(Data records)
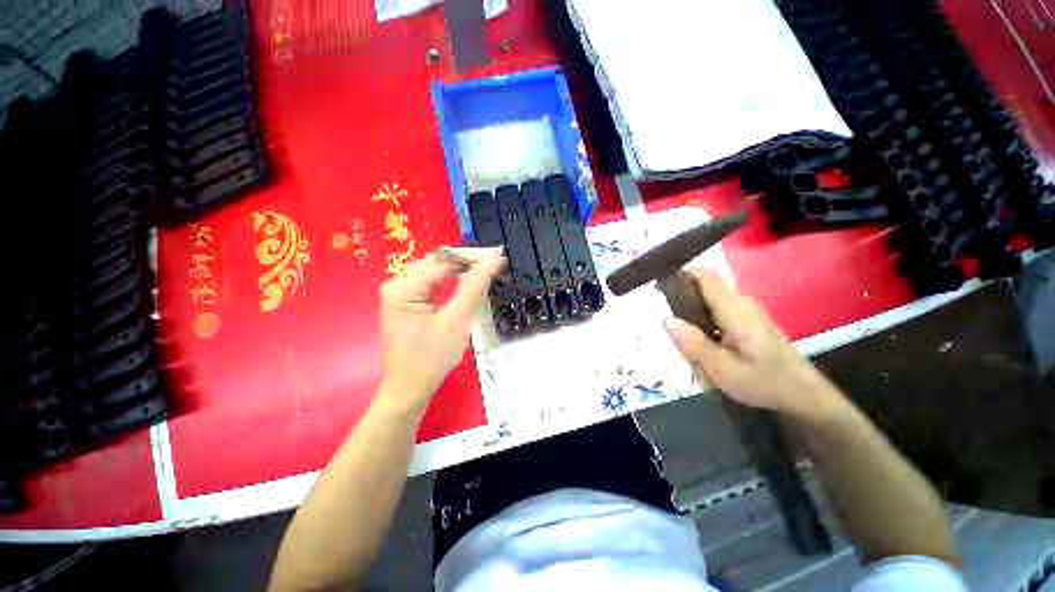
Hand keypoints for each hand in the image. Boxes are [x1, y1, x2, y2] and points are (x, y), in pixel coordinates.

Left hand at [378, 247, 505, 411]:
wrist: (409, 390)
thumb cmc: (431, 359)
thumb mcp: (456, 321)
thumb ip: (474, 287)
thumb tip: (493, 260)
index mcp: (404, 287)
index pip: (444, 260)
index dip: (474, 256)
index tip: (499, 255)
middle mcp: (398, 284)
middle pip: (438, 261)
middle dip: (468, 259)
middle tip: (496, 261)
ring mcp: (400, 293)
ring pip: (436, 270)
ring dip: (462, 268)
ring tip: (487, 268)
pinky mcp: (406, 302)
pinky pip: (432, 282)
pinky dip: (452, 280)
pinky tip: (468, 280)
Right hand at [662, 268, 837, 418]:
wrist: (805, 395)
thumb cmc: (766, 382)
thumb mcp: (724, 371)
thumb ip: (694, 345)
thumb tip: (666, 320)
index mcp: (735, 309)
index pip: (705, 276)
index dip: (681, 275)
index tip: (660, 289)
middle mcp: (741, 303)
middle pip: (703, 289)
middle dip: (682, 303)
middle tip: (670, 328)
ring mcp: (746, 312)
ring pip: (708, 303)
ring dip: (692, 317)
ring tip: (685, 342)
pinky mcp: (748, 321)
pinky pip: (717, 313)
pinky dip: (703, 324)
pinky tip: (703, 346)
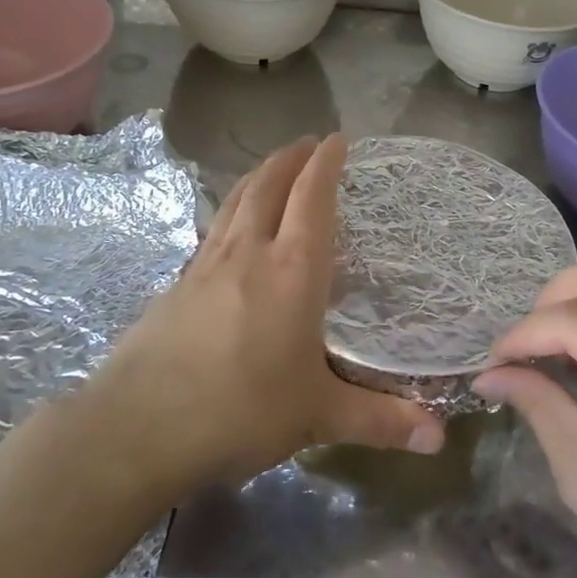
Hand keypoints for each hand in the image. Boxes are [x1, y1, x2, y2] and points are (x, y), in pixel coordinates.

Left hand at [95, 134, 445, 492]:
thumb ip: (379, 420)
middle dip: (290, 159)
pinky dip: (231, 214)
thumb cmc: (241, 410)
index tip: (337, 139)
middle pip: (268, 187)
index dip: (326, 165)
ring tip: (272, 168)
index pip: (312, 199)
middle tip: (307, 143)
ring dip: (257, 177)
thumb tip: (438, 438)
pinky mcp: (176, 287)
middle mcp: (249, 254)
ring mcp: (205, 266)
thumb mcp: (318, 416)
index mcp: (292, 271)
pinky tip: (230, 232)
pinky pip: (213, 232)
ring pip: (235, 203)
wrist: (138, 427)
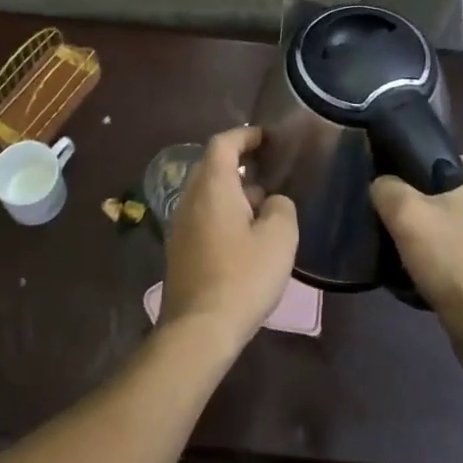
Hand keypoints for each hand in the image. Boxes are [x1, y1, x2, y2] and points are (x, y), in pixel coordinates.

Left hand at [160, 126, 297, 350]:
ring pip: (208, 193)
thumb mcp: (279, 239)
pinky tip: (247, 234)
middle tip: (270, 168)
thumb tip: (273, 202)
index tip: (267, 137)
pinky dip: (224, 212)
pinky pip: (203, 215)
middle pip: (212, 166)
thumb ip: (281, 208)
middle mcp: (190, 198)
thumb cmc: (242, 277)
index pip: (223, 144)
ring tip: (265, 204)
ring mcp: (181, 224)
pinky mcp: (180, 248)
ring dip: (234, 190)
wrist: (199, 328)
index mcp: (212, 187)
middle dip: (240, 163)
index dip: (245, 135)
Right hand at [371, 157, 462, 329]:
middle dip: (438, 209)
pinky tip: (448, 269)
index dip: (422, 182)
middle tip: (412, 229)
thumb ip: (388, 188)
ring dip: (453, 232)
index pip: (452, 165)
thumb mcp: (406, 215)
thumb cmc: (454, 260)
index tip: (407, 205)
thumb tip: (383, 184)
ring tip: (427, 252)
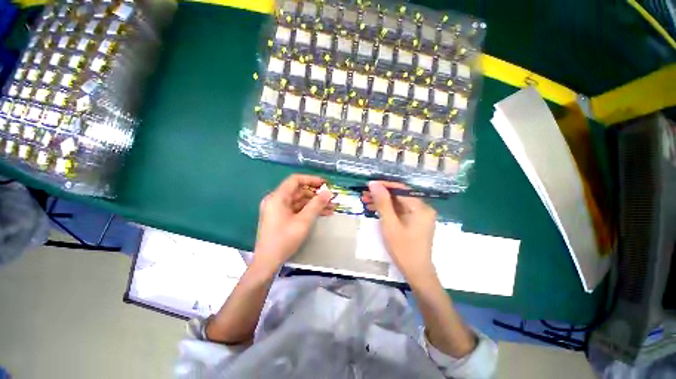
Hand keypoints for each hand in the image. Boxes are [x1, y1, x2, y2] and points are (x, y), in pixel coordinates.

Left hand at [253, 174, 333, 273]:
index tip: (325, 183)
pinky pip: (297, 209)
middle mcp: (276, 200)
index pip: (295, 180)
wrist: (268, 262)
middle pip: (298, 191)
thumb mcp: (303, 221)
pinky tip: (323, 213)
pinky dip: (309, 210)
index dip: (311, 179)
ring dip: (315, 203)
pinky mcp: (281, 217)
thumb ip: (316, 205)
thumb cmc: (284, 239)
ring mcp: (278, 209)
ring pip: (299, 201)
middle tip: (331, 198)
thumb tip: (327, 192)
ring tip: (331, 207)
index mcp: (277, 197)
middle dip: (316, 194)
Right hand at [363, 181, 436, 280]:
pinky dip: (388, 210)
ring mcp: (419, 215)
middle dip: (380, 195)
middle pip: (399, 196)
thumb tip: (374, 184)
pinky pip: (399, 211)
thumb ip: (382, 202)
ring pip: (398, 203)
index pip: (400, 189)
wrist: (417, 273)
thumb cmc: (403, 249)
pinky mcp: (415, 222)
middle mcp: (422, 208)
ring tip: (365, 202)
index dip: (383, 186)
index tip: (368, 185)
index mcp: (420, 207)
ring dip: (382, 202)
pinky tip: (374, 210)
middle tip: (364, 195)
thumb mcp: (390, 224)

*WORK REQUIRED*
Every line above should be duplicated exactly; the pictures are to be left out.

*RESPONSE*
Hand keypoints for each hand in the image. Boxes are [x1, y1, x2, y2] and points are (x, y), in pixel coordinates.

Left hand at [378, 247, 505, 411]:
wrist: (409, 390)
thumb cmc: (431, 359)
thumb mcp: (456, 321)
thumb ip: (474, 287)
thumb tip: (493, 260)
index mcp: (404, 287)
index pip: (444, 260)
index dip: (474, 256)
index tip: (499, 255)
middle mcp: (398, 284)
middle pip: (438, 261)
middle dip: (468, 259)
middle tip: (496, 261)
ring mcp: (400, 293)
ring pip: (436, 270)
ring dip: (462, 268)
ring tip: (487, 268)
pinky mcp: (406, 302)
pinky pip: (432, 282)
pinky dip: (452, 280)
pinky tip: (468, 280)
Right hand at [662, 268, 837, 418]:
wrist: (805, 395)
thumb cmc: (766, 382)
thumb mcp: (724, 371)
thumb ip: (694, 345)
thumb tip: (666, 320)
index mcp: (735, 309)
index pip: (705, 276)
index dip: (681, 275)
index tip: (660, 289)
middle mcp: (741, 303)
middle pip: (703, 289)
middle dip: (682, 303)
middle tip: (670, 328)
ring mcp: (746, 312)
ring pip: (708, 303)
ring dip: (692, 317)
ring tip: (685, 342)
pinky mcp: (748, 321)
pinky pip: (717, 313)
pinky dip: (703, 324)
pinky tip: (703, 346)
Hand keypoints for each hand in the image. Boxes are [x1, y1, x2, y2] and points are (x, y), in pixel coordinates.

Left hand at [95, 134, 445, 492]:
thumb ip: (379, 420)
middle dip: (290, 159)
pinky dip: (231, 214)
thumb cmc: (241, 410)
index tip: (337, 139)
middle pip: (268, 187)
index dip: (326, 165)
ring tip: (272, 168)
index pip: (312, 199)
middle tip: (307, 143)
ring dip: (257, 177)
thumb tip: (438, 438)
pinky mcp: (176, 287)
middle mcp: (249, 254)
ring mcp: (205, 266)
thumb mcp: (318, 416)
index mcp: (292, 271)
pinky tip: (230, 232)
pinky pip: (213, 232)
ring pip: (235, 203)
wrist: (138, 427)
Hand keypoints for each hand in the image. Boxes are [x1, y1, x2, y2] and points are (x, y), in pixel coordinates.

Left hand at [160, 126, 297, 350]:
ring pip: (208, 193)
thumb mcp: (279, 239)
pinky tip: (247, 234)
middle tip: (270, 168)
thumb tip: (273, 202)
index tip: (267, 137)
pinky dip: (224, 212)
pinky pip: (203, 215)
middle pip: (212, 166)
thumb ip: (281, 208)
middle mcp: (190, 198)
thumb cmc: (242, 277)
index pip: (223, 144)
ring tip: (265, 204)
ring mcp: (181, 224)
pinky mcp: (180, 248)
ring dip: (234, 190)
wrist: (199, 328)
index mcp: (212, 187)
middle dip: (240, 163)
index dip: (245, 135)
Right hand at [371, 157, 462, 329]:
middle dip: (438, 209)
pinky tip: (448, 269)
index dip: (422, 182)
middle tip: (412, 229)
thumb ip: (388, 188)
ring dip: (453, 232)
index pip: (452, 165)
thumb mcp: (406, 215)
thumb cmc: (454, 260)
index tip: (407, 205)
thumb tip: (383, 184)
ring tip: (427, 252)
Hand keypoints for each hand in the image. Boxes are [x1, y1, x2, y2] and points are (x, y), in pixel coordinates.

Left hand at [253, 174, 333, 273]:
index tip: (325, 183)
pinky pip: (297, 209)
middle mcp: (276, 200)
index pip: (295, 180)
wrist: (268, 262)
middle pip: (298, 191)
thumb mcp: (303, 221)
pinky tip: (323, 213)
pinky dip: (309, 210)
index dip: (311, 179)
ring dip: (315, 203)
pinky mcp: (281, 217)
thumb ip: (316, 205)
thumb cmc: (284, 239)
ring mcp: (278, 209)
ring pip: (299, 201)
middle tip: (331, 198)
thumb tip: (327, 192)
ring tip: (331, 207)
index mcp: (277, 197)
middle dip: (316, 194)
Right hand at [363, 181, 436, 280]:
pinky dip: (388, 210)
ring mcp: (419, 215)
middle dip: (380, 195)
middle pip: (399, 196)
thumb tip: (374, 184)
pinky pip: (399, 211)
thumb ip: (382, 202)
ring pip: (398, 203)
index pip: (400, 189)
wrist: (417, 273)
thumb cmc: (403, 249)
pinky mcp: (415, 222)
middle mcp: (422, 208)
ring tip: (365, 202)
index dip: (383, 186)
index tip: (368, 185)
index mcp: (420, 207)
ring dip: (382, 202)
pinky tip: (374, 210)
middle tip: (364, 195)
thumb mcp: (390, 224)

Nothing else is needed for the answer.